━━━━━ Records for the exercise
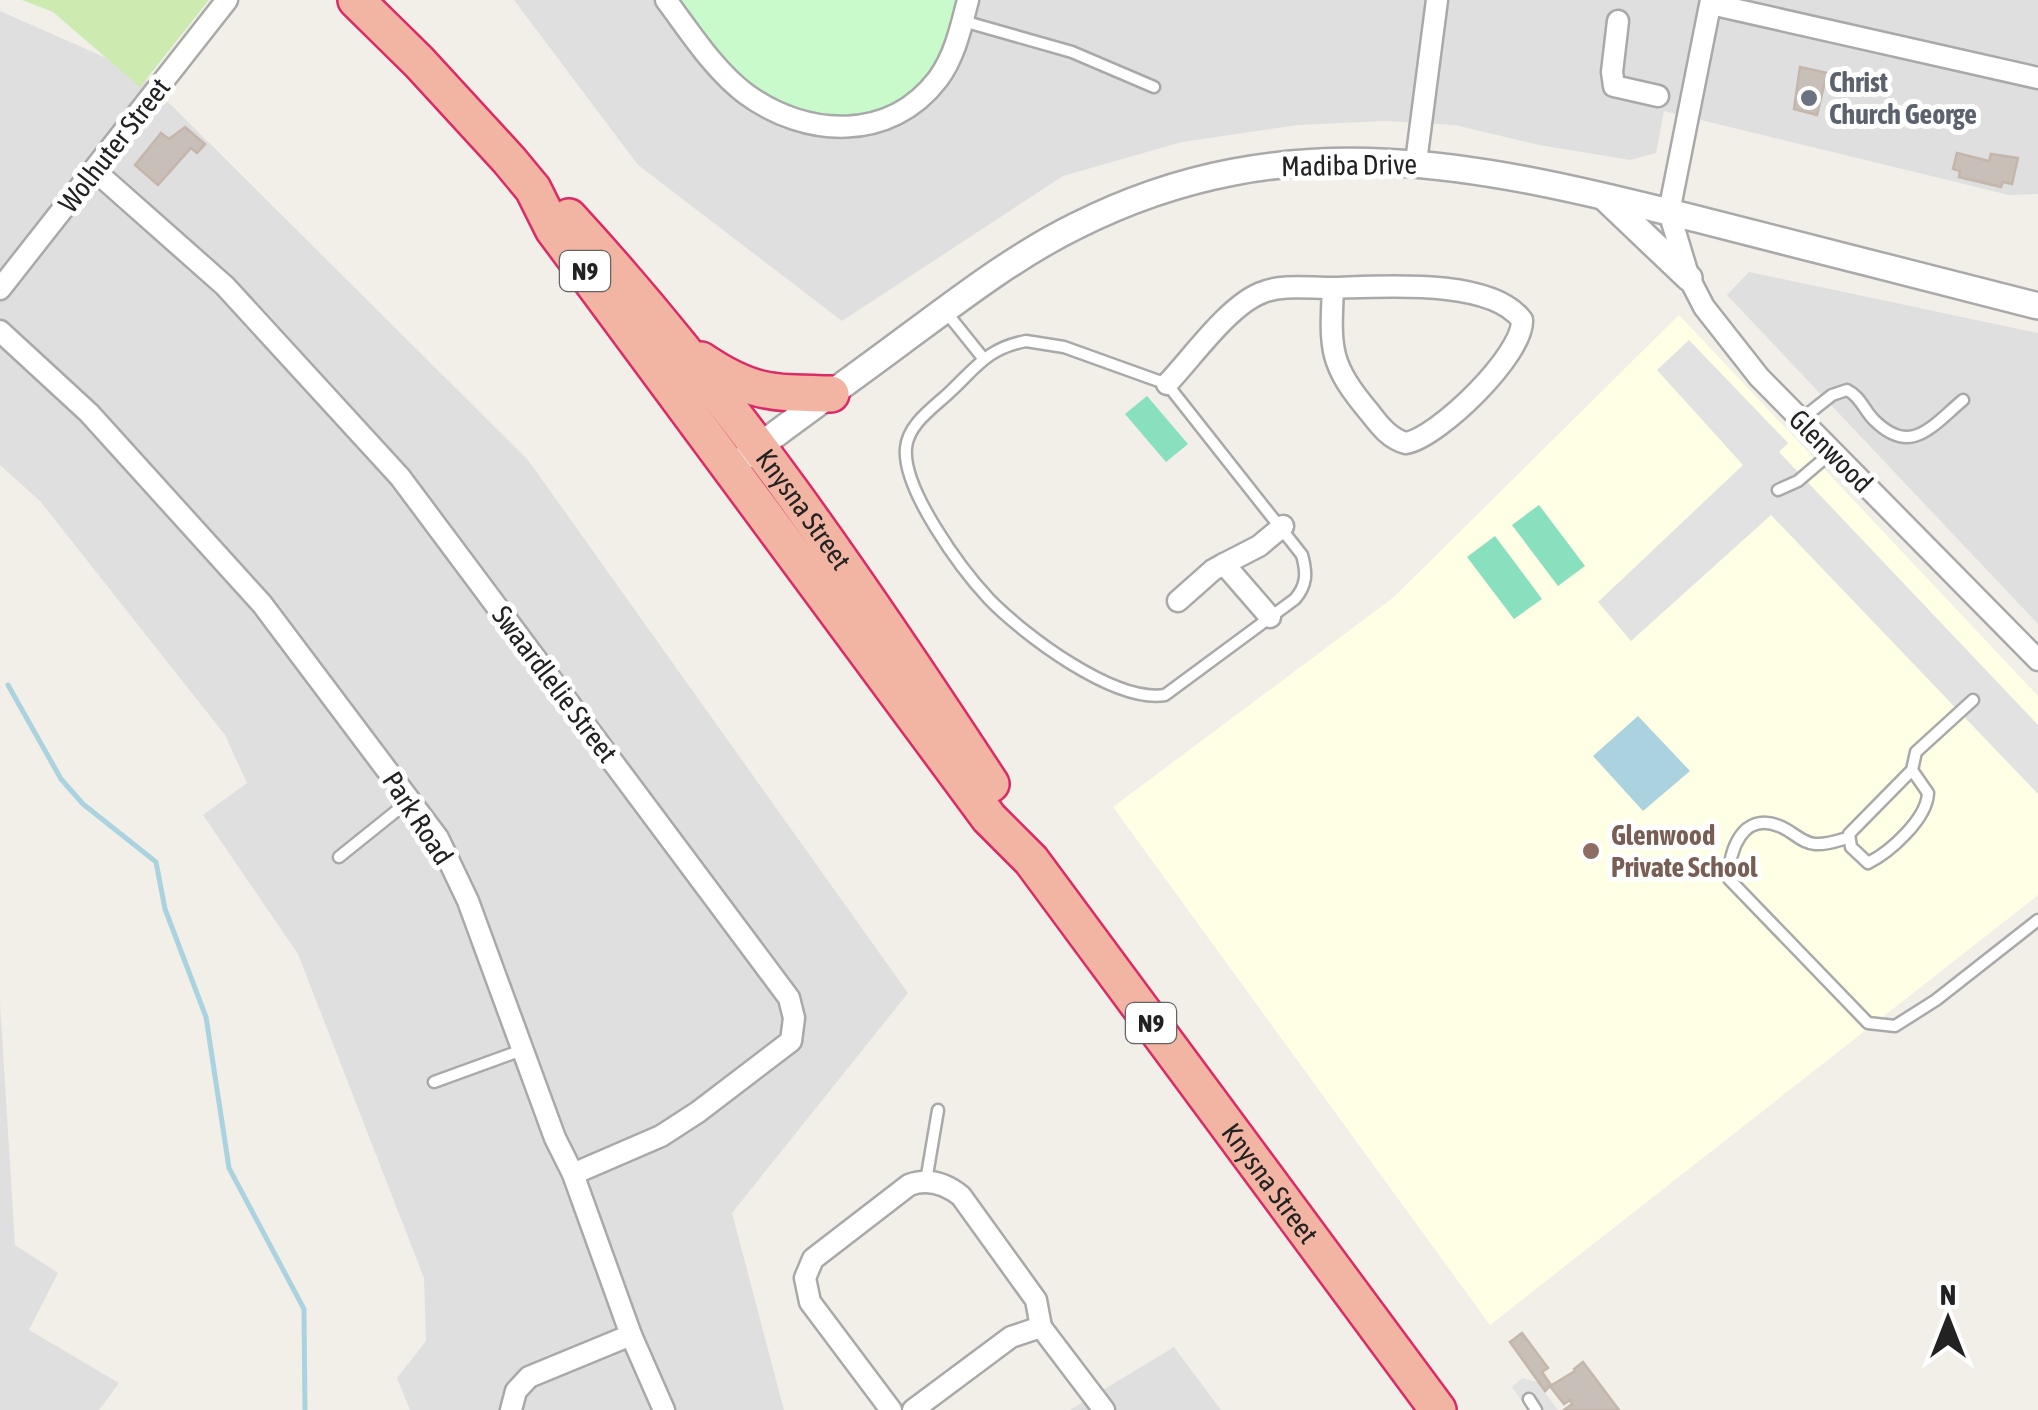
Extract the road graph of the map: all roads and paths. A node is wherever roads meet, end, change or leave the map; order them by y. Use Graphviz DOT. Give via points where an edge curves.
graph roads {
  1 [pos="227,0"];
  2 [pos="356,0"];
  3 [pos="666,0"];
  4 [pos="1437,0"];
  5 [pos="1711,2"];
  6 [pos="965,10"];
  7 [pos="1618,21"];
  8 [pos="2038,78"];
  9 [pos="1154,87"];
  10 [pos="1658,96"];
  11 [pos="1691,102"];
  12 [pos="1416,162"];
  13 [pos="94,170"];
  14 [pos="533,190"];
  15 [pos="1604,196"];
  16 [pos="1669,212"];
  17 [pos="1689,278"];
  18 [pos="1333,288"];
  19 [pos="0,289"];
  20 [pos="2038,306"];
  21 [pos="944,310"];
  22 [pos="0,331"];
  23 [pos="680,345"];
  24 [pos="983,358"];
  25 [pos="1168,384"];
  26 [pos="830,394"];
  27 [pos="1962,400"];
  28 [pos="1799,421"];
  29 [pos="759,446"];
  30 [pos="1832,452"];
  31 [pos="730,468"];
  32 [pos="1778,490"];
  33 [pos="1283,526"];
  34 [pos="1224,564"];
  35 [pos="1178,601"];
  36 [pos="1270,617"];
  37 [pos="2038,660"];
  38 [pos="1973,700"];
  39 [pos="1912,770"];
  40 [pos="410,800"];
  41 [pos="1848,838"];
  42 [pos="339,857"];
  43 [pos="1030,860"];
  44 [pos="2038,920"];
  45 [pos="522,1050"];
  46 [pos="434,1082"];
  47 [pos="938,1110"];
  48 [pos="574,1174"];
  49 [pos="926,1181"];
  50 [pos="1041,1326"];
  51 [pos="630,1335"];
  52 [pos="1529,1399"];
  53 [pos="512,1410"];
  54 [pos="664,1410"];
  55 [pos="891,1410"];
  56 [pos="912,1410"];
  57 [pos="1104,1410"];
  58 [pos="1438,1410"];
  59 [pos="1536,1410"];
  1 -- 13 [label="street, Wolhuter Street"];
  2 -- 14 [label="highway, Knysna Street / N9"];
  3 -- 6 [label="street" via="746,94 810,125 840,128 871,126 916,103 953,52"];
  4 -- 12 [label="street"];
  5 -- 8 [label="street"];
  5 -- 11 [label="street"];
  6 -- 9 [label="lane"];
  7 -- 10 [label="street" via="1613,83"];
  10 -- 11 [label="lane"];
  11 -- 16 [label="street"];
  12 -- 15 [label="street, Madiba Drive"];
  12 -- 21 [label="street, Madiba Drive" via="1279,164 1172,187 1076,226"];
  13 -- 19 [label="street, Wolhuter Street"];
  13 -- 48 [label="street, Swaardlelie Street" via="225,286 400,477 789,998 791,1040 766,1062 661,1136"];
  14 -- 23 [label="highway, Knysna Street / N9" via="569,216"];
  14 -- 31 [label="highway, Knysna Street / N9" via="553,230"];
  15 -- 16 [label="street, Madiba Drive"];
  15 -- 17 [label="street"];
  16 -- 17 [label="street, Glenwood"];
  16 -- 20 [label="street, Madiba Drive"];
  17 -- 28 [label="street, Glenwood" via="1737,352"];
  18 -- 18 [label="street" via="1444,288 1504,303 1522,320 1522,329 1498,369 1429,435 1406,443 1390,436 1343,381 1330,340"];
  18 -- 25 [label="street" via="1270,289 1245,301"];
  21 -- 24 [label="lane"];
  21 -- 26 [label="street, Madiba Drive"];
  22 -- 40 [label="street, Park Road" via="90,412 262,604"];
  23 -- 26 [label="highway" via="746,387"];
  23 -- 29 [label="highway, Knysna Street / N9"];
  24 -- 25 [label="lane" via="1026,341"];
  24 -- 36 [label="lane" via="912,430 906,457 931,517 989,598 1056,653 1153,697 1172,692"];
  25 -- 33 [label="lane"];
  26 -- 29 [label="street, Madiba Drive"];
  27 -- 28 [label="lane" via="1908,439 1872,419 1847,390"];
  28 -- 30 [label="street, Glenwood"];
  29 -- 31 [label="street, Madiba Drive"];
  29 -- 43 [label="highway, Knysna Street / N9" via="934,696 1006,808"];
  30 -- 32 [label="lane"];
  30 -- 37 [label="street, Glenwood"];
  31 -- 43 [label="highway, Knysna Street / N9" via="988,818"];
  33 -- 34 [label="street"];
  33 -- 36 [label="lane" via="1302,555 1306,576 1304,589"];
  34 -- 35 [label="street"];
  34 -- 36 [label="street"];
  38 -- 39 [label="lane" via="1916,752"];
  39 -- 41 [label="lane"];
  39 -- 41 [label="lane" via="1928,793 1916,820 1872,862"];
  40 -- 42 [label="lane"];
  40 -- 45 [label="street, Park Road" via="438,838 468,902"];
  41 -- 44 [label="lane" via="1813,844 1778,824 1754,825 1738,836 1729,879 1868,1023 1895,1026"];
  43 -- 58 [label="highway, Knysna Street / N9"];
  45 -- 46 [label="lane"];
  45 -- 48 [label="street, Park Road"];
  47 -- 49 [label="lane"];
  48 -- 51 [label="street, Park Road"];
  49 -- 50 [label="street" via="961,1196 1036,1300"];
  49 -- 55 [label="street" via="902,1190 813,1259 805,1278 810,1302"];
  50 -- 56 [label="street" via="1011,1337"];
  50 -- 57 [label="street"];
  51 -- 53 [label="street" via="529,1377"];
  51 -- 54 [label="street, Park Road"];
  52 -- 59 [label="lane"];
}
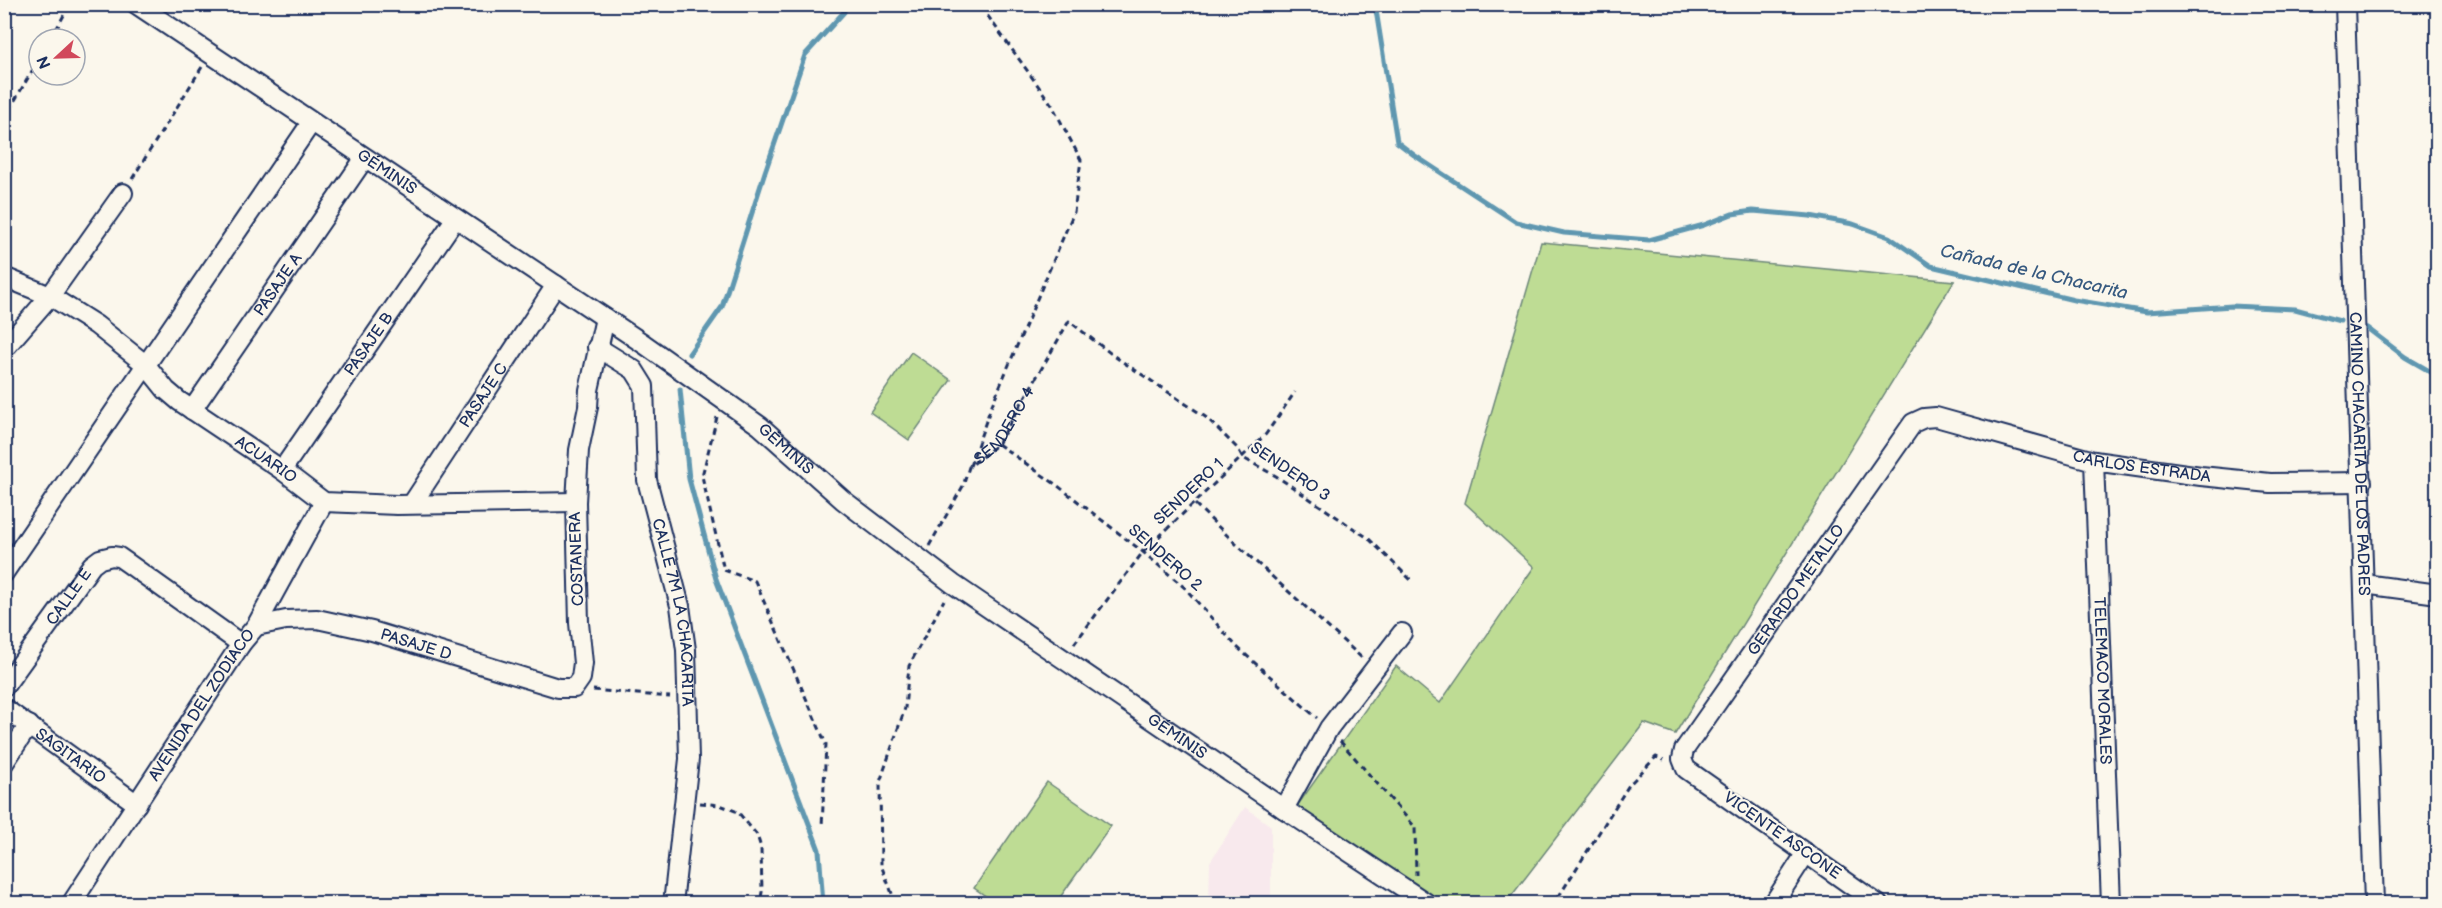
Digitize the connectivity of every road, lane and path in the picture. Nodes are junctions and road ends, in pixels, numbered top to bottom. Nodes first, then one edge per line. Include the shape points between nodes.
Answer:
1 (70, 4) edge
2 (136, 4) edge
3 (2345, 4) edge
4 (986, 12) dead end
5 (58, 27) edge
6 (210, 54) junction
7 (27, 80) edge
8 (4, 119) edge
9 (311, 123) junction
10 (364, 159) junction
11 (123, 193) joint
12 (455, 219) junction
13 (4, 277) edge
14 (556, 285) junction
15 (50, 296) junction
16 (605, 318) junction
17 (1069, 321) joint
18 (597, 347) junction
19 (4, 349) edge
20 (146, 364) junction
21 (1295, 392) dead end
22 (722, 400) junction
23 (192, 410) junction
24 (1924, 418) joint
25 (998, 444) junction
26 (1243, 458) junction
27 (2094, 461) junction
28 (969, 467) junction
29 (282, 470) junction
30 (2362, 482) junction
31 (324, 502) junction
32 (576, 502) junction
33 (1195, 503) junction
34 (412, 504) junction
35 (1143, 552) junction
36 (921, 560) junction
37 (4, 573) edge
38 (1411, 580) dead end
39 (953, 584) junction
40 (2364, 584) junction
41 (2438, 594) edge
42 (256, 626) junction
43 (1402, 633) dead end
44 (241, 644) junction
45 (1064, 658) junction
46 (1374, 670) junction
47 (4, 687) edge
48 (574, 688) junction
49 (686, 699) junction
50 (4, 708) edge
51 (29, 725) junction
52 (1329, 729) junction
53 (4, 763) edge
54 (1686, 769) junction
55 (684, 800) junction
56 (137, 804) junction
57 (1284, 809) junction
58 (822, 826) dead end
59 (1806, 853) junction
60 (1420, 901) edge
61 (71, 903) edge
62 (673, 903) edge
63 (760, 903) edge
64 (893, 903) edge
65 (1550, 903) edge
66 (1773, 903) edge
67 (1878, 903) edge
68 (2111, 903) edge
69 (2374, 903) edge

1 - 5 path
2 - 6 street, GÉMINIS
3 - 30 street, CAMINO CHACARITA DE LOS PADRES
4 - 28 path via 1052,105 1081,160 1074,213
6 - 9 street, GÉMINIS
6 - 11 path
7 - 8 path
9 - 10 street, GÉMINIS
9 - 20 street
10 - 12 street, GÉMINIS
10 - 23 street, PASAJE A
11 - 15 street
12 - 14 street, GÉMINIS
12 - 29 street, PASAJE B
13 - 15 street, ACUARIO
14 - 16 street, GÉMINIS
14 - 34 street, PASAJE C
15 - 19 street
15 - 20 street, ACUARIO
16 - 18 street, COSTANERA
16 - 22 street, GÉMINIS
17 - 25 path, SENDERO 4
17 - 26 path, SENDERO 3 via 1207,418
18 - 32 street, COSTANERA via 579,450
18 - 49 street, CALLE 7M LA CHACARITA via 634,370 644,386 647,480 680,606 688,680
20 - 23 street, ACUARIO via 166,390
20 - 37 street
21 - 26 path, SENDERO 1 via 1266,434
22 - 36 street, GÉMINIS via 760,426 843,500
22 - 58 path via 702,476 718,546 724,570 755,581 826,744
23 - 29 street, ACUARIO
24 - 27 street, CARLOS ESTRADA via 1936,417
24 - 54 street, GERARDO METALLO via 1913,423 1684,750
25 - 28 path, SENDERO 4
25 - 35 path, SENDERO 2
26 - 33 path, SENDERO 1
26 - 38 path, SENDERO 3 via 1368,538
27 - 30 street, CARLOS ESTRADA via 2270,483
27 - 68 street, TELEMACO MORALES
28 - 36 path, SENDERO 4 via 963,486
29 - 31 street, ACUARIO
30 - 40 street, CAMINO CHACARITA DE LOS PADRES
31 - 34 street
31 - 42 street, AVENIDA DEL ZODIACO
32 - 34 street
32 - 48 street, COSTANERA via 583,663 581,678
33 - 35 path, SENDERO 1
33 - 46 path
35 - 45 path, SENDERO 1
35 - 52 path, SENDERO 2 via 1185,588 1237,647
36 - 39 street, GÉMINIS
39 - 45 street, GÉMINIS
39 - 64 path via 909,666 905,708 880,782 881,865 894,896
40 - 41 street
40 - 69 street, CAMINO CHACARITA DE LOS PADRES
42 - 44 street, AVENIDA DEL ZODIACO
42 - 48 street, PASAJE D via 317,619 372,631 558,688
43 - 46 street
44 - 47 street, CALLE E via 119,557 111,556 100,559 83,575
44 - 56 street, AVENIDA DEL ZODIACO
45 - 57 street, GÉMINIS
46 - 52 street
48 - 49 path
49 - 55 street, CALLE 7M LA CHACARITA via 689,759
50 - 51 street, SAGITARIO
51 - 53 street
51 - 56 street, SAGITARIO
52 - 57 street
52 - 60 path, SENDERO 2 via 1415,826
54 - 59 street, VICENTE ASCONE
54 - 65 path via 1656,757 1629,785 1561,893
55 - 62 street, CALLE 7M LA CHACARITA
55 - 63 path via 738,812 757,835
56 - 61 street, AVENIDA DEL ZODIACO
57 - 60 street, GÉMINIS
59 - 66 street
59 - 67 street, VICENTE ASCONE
━━━━━━━━━━
▶ _Work to complete_
Whichever lines of the data include the word "dead", pull them out.

▶ _Response to the task_
4 (986, 12) dead end
21 (1295, 392) dead end
38 (1411, 580) dead end
43 (1402, 633) dead end
58 (822, 826) dead end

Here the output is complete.